Молча, знакомым движением тяжелой руки, Тихон погладил скулу. Первый раз за всю жизнь с ним Артамонов спросил этого человека с доверием к нему:

— Ты что думаешь?

— Пустяковина, — тотчас ответил Вялов, как будто он ждал вопроса.

— У тебя — все пустяки, — неопределенно сказал Артамонов.

— А — как же? Собаки, что ли? Не звери мы.

Артамонов пошел дальше сквозь мелкий, пыльный снег. Снег падал все гуще и уже почти совсем скрыл толпу людей вдали, в белых холмах деревьев и крыш.

Теперь, после смерти Серафима Утешителя, Артамонов-старший ходил развлекаться к вдовой дьяконице Таисье Параклитовой, женщине неопределенных лет, худенькой, похожей на подростка и на черную козу. Она была тихая и всегда во всем соглашалась с ним:

— Так, милый! — говорила она. — Да, да, милый, да!

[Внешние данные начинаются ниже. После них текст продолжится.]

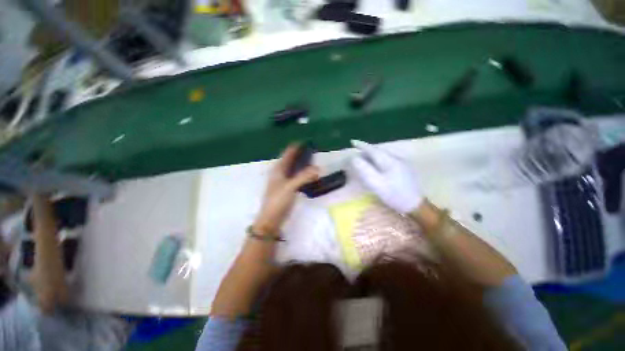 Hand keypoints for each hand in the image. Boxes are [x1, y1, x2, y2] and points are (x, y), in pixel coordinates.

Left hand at [253, 144, 319, 235]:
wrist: (271, 219)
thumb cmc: (278, 201)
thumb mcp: (290, 187)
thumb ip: (304, 177)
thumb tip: (318, 169)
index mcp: (278, 169)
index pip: (288, 153)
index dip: (296, 146)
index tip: (307, 140)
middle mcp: (280, 172)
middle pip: (291, 159)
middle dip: (301, 153)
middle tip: (314, 148)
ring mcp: (284, 180)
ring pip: (294, 167)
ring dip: (302, 162)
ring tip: (314, 158)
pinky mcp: (288, 188)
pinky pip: (297, 176)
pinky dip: (303, 172)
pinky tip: (310, 173)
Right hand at [351, 140, 422, 213]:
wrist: (416, 205)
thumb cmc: (394, 194)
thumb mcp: (376, 183)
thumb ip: (365, 170)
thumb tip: (355, 158)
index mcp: (389, 161)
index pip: (373, 150)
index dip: (362, 145)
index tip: (353, 142)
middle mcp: (396, 159)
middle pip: (379, 151)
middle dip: (367, 150)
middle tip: (357, 152)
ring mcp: (402, 163)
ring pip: (384, 155)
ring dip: (373, 155)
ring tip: (364, 158)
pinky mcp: (404, 169)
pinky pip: (388, 160)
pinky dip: (379, 160)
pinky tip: (377, 165) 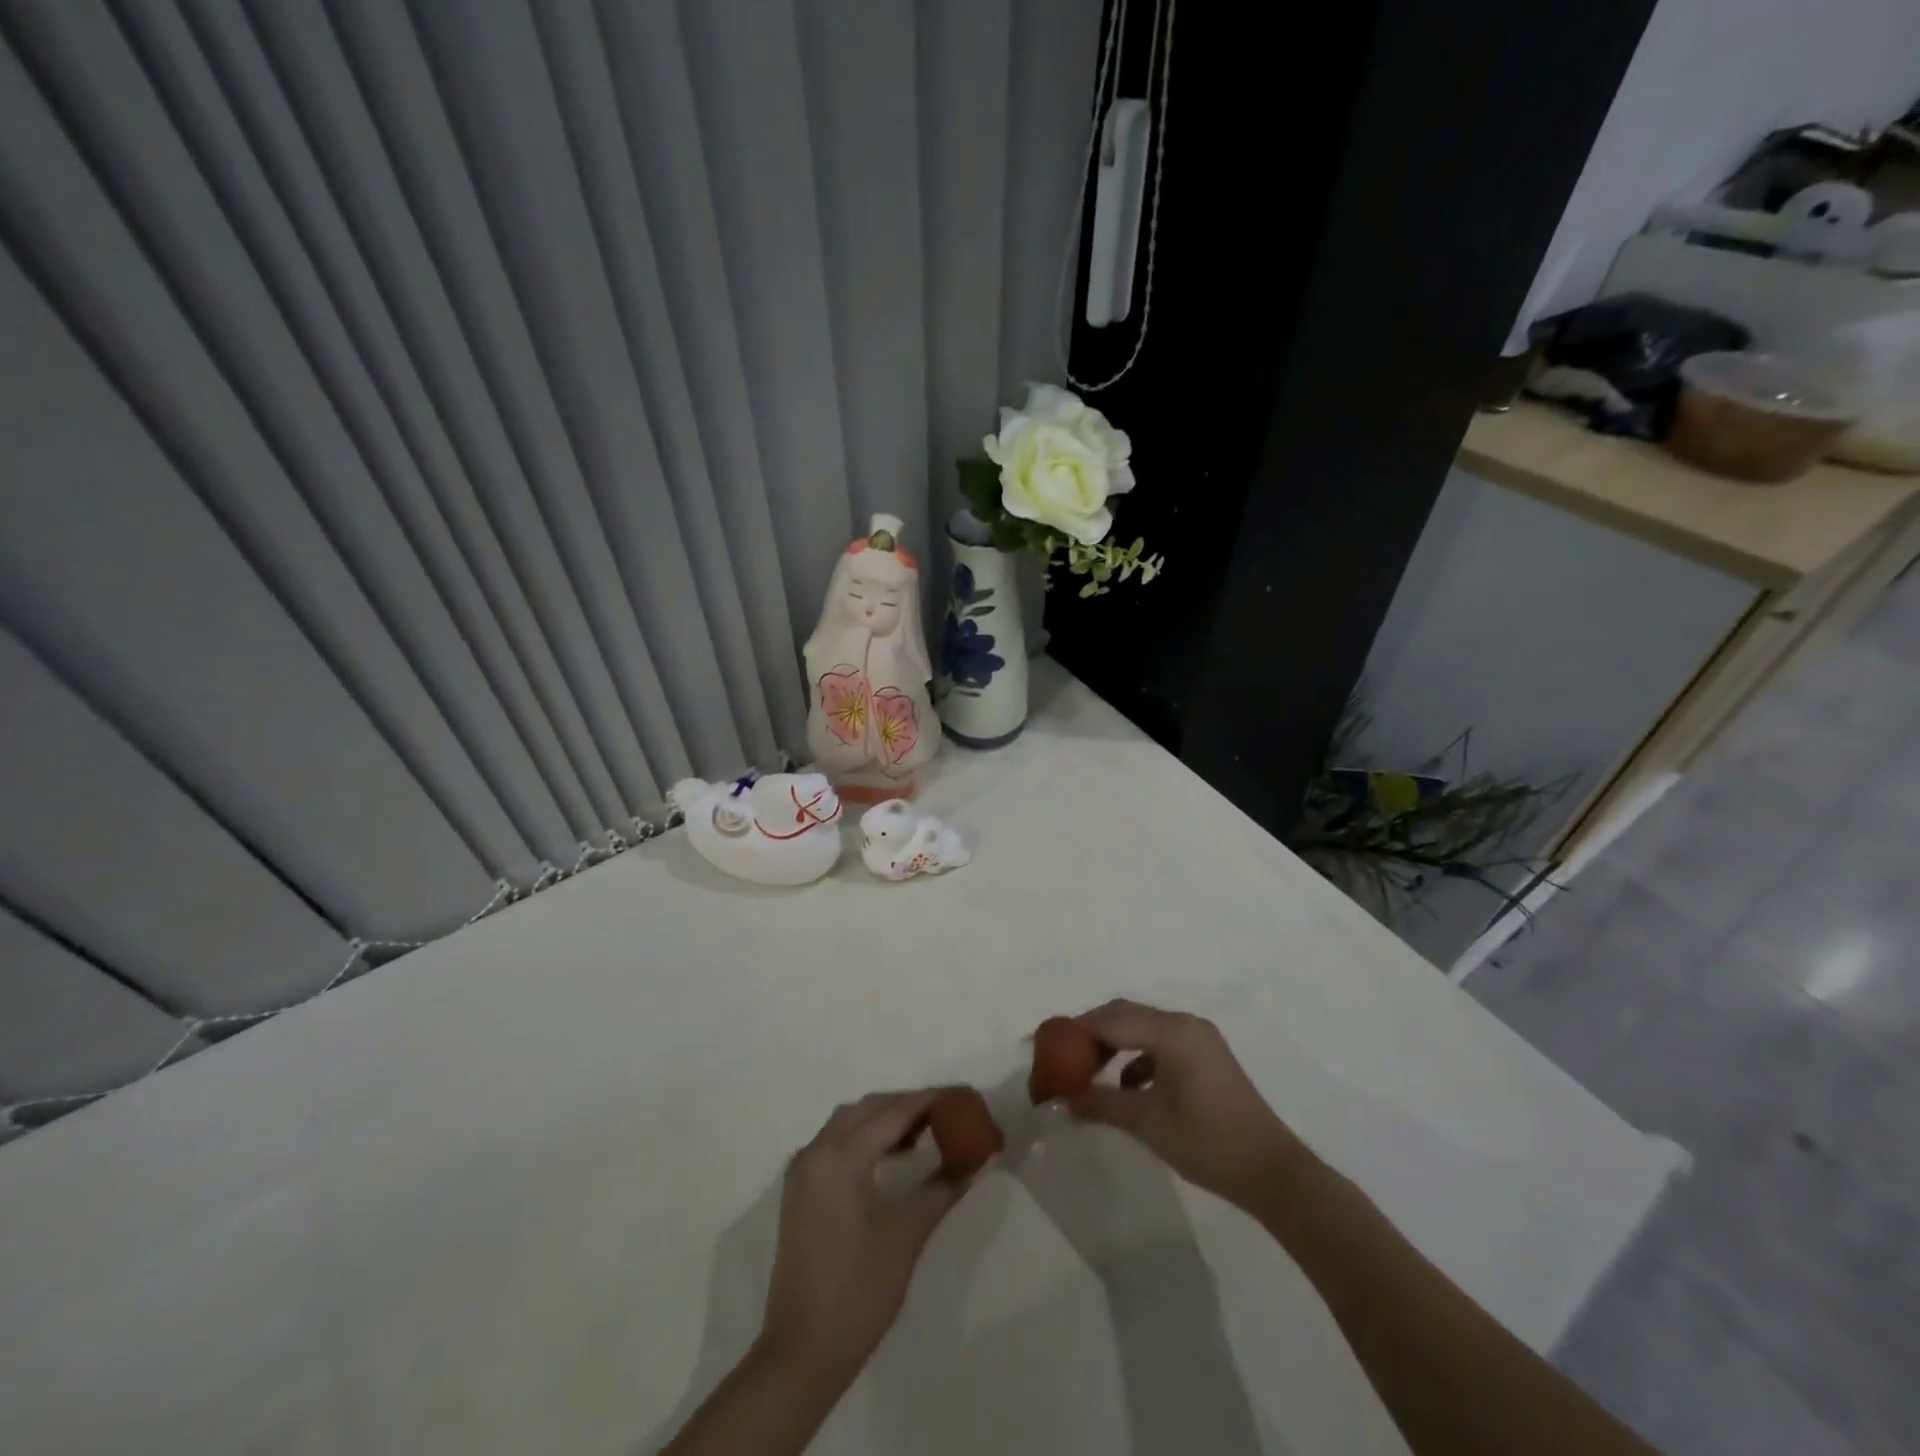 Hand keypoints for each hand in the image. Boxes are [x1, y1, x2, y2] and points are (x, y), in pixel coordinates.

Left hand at [759, 1090, 977, 1392]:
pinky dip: (864, 1136)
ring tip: (924, 1132)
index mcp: (841, 1156)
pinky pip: (835, 1142)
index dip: (930, 1100)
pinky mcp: (799, 1189)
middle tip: (946, 1113)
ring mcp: (803, 1170)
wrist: (802, 1353)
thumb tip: (977, 1161)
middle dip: (907, 1105)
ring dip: (884, 1119)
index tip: (962, 1096)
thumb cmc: (859, 1292)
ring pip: (848, 1121)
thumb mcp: (907, 1236)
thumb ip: (943, 1189)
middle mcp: (816, 1151)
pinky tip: (890, 1155)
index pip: (893, 1112)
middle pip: (868, 1108)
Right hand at [1064, 999, 1309, 1214]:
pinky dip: (1137, 1056)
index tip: (1046, 1046)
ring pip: (1142, 1027)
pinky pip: (1160, 1043)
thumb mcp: (1147, 1123)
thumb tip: (1061, 1099)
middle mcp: (1185, 1023)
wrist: (1273, 1171)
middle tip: (1062, 1056)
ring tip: (1087, 1071)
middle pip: (1125, 1015)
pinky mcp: (1206, 1055)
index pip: (1110, 1019)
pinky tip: (1127, 1086)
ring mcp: (1199, 1038)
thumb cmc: (1207, 1142)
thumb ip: (1100, 1104)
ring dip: (1113, 1043)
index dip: (1075, 1031)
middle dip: (1091, 1033)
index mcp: (1172, 1031) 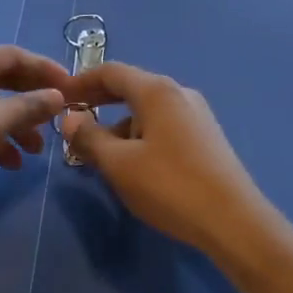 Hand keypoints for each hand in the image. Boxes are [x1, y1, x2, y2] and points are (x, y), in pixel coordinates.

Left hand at [0, 45, 67, 235]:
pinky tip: (11, 164)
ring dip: (16, 126)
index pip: (12, 55)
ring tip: (36, 151)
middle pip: (2, 80)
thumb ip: (29, 106)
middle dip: (31, 102)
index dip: (45, 70)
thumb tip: (59, 96)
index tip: (73, 88)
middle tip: (59, 118)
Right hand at [59, 62, 277, 261]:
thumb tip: (70, 118)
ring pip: (147, 110)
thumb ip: (90, 138)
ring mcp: (196, 114)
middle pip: (131, 87)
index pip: (112, 71)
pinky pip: (163, 125)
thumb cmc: (170, 186)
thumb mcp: (119, 164)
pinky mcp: (206, 137)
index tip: (59, 96)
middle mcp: (179, 93)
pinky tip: (134, 165)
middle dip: (100, 102)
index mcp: (157, 91)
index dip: (81, 81)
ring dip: (120, 124)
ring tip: (101, 154)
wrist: (233, 220)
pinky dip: (141, 135)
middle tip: (73, 120) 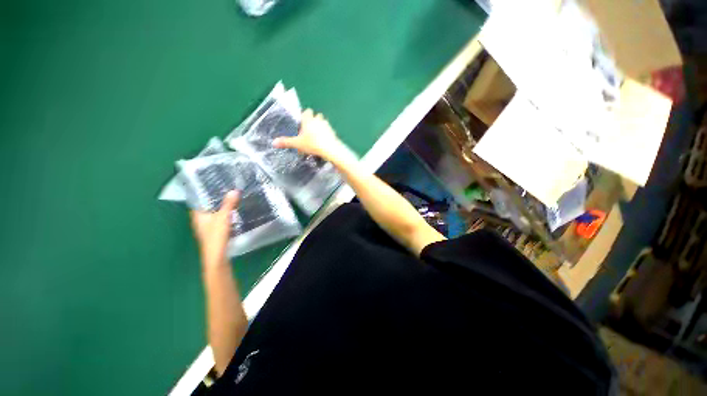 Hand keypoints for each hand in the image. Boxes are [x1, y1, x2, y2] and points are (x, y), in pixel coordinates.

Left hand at [190, 191, 239, 270]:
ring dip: (220, 206)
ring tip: (230, 196)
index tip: (212, 183)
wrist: (216, 255)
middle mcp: (200, 220)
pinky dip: (224, 213)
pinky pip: (218, 217)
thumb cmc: (215, 235)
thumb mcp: (223, 217)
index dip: (203, 191)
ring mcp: (207, 226)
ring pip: (213, 212)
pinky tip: (232, 210)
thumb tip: (234, 190)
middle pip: (206, 205)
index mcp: (197, 215)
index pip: (197, 200)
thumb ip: (229, 204)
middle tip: (225, 187)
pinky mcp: (214, 230)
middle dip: (214, 198)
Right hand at [273, 109, 345, 161]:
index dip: (305, 115)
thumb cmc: (312, 144)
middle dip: (313, 120)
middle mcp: (318, 120)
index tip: (302, 122)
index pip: (307, 111)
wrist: (330, 149)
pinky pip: (329, 130)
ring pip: (324, 122)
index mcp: (309, 120)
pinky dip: (327, 134)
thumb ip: (286, 142)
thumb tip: (273, 142)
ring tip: (317, 136)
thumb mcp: (297, 144)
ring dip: (321, 126)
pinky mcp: (333, 132)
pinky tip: (324, 141)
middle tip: (309, 130)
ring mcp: (327, 126)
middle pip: (317, 115) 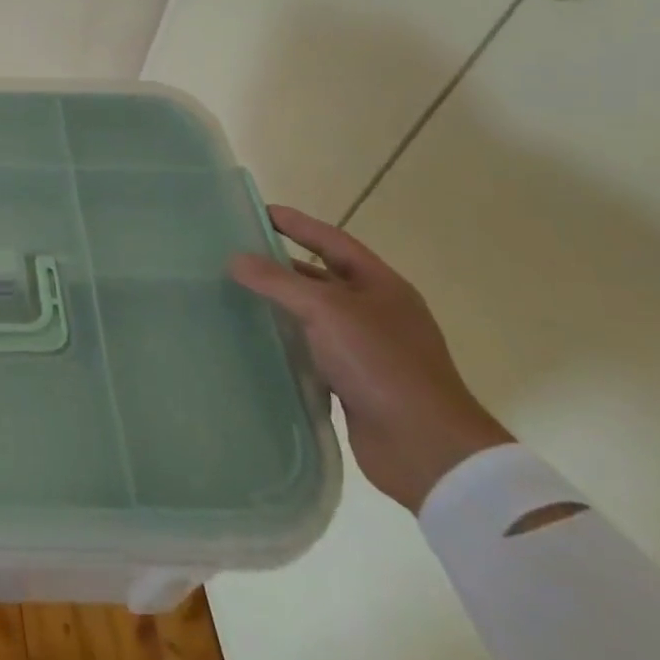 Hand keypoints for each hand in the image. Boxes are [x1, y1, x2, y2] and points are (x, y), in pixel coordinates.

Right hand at [230, 205, 511, 512]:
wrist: (425, 448)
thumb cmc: (381, 364)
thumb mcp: (327, 311)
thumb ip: (278, 282)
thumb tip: (235, 259)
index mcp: (381, 286)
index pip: (332, 241)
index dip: (297, 224)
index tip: (260, 212)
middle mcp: (376, 312)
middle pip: (322, 277)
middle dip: (281, 265)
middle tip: (237, 255)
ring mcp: (366, 349)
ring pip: (313, 316)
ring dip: (279, 306)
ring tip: (234, 295)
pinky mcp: (352, 382)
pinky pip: (311, 351)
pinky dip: (285, 343)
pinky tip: (253, 340) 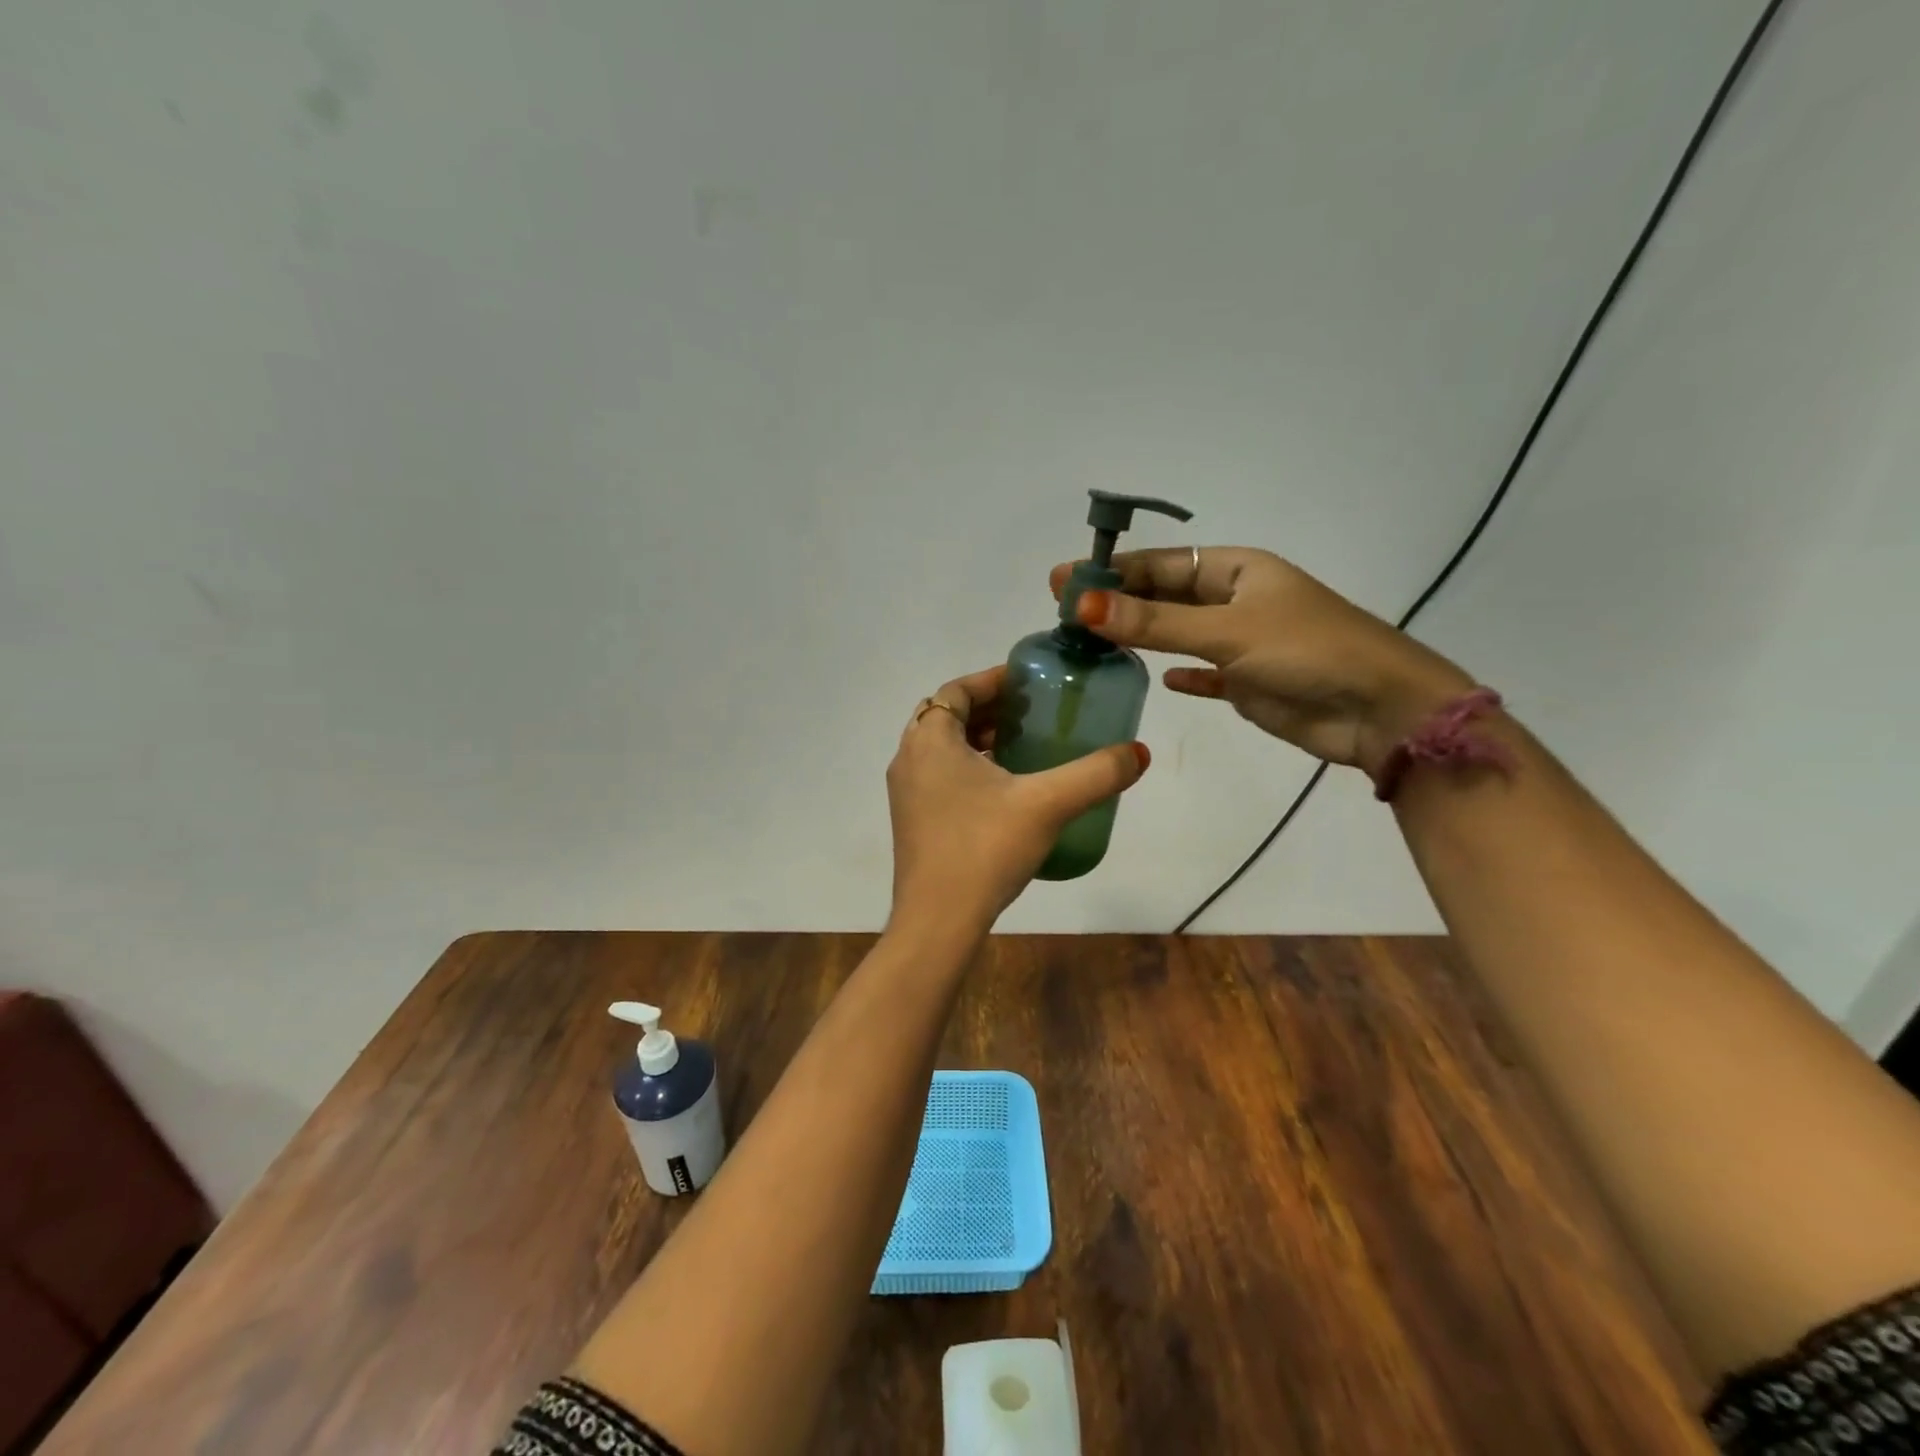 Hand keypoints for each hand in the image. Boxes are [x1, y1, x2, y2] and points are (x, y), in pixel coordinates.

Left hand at [886, 666, 1148, 930]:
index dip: (992, 680)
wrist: (938, 921)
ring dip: (977, 739)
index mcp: (930, 741)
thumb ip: (1095, 774)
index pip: (956, 690)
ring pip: (941, 749)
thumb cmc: (985, 849)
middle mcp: (909, 759)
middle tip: (1030, 711)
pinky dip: (967, 768)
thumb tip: (1139, 752)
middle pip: (946, 716)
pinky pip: (939, 777)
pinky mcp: (912, 822)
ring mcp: (906, 794)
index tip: (1028, 682)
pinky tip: (1005, 791)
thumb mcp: (1047, 804)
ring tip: (1023, 745)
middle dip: (987, 708)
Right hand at [1049, 548, 1473, 780]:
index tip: (1064, 581)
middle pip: (1166, 596)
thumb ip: (1154, 623)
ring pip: (1179, 634)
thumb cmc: (1306, 652)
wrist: (1379, 710)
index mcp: (1238, 571)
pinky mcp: (1248, 681)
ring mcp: (1243, 642)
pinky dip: (1182, 674)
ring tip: (1091, 643)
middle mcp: (1237, 600)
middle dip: (1119, 603)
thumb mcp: (1226, 631)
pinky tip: (1157, 679)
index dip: (1113, 571)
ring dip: (1141, 637)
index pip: (1162, 564)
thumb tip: (1083, 606)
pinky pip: (1204, 672)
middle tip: (1065, 614)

Пил Артамонов много, но хмелел медленно, и его раздражало, что навязчивые, унылые думы так долго не тают, не тонут в крепких, вкусных водках Таисьи. Первые минуты опьянения были неприятны, хмель делал мысли Петра о себе, о людях еще более едкими, горькими, окрашивал всю жизнь в злые, зелено-болотные краски, придавал им кипучую быстроту; Артамонову казалось, что это кипение вертит, кружит его, а в следующую минуту перебросит через какой-то край. Скрипя зубами, он вслушивался, всматривался в темный бунт внутри себя, потом кричал дьяконице:

— Ну, что молчишь? Говори что знаешь!

Женщина козой прыгала на колени к нему, она была удивительно легкая и теплая; раскрыв пред собою невидимую книгу, она читала:

— Поручика Маврина Помялова отчислила от себя, он опять проиграл в карты триста двадцать; хочет она векселя подать ко взысканию, у нее векселя на него есть. А жандарм потому жену свою держит здесь, что завел в городе любовницу, а не потому, что жена больная…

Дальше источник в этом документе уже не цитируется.